Required work:
Only these lines of the data below are wanted: the one with "index dip: (573, 19)", the one with "thumb tip: (605, 170)", and any lines between them, each repeated exactly.

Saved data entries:
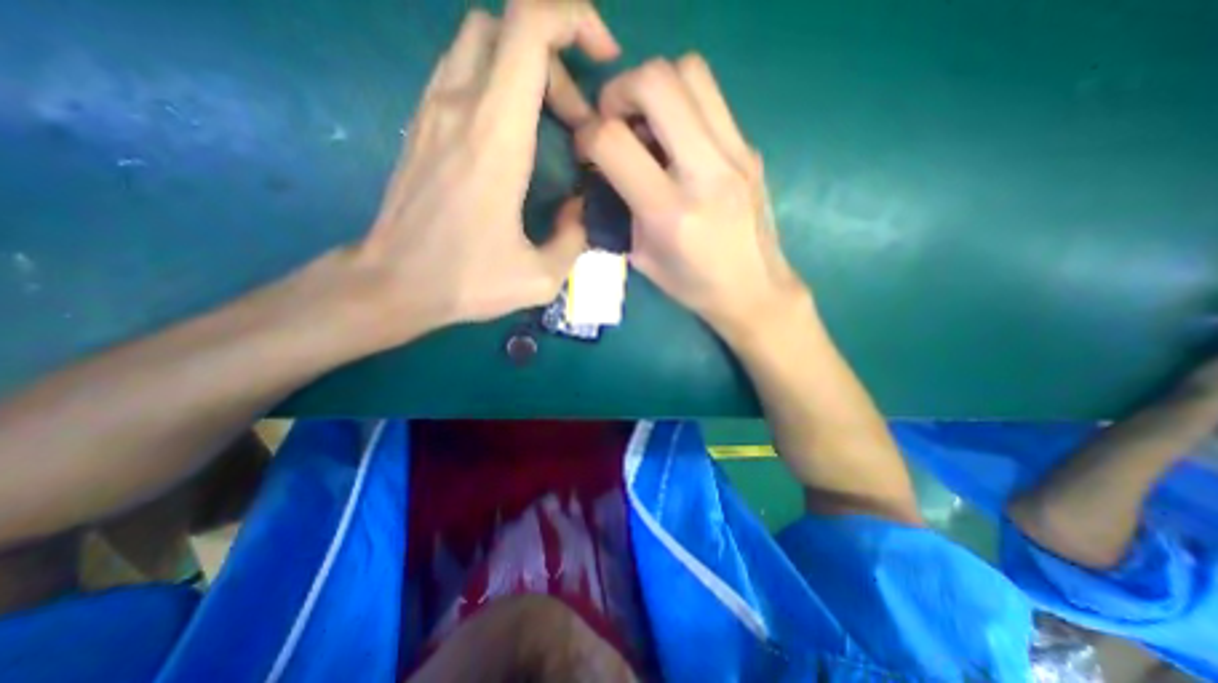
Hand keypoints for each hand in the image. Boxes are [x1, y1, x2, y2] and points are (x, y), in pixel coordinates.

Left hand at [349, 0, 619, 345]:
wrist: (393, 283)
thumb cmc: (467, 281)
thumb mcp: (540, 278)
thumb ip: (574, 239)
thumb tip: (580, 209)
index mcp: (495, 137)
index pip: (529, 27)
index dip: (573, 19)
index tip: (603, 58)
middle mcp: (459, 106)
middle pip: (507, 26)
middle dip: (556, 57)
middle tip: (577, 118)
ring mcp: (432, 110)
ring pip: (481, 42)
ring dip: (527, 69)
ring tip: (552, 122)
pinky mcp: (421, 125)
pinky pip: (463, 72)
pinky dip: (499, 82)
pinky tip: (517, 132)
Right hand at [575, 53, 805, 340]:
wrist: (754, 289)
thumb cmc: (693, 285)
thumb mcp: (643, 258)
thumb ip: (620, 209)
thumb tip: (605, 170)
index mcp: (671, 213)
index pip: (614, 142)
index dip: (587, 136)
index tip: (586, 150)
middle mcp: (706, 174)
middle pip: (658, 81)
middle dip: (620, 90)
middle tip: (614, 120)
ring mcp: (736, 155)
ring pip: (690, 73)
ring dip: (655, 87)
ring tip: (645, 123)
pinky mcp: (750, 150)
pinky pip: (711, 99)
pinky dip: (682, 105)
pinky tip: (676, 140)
==
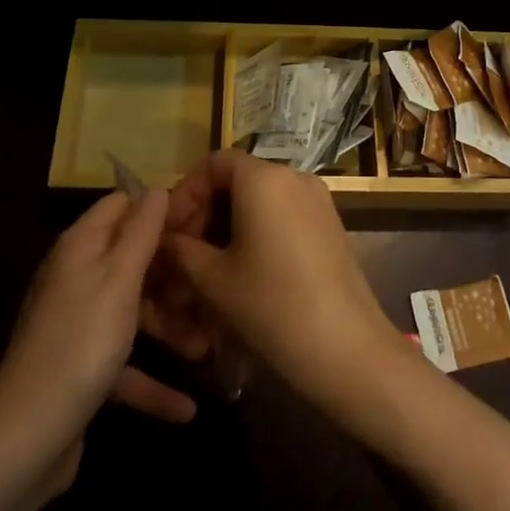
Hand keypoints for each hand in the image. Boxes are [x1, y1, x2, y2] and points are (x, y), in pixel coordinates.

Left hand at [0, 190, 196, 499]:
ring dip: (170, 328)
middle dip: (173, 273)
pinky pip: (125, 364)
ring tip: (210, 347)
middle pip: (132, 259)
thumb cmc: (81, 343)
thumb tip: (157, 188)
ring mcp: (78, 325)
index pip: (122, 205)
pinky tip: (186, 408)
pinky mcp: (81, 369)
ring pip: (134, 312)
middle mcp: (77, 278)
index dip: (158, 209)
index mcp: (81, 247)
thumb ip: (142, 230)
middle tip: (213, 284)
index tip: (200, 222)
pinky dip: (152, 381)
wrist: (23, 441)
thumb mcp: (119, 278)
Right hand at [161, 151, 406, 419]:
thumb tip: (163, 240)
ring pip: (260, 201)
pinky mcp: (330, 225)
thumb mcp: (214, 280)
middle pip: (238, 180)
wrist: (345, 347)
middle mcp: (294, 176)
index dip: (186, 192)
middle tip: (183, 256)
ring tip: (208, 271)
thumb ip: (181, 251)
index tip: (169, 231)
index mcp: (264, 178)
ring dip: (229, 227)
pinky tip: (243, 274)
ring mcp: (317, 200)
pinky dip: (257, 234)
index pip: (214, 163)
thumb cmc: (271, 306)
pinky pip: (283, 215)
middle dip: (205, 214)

Response for this exercise:
index dip: (573, 19)
index tip: (603, 58)
middle mcp: (459, 106)
middle pip: (507, 26)
middle dip: (556, 57)
middle tip: (577, 118)
ring mcp: (432, 110)
ring pip: (481, 42)
ring dip: (527, 69)
ring tip: (552, 122)
pinky mcp: (421, 125)
pinky pip: (463, 72)
pinky dip: (499, 82)
pinky tip: (517, 132)
Right hand at [575, 53, 805, 340]:
wrist: (754, 289)
thumb cmc: (693, 285)
thumb mcp: (643, 258)
thumb ip: (620, 209)
thumb tip: (605, 170)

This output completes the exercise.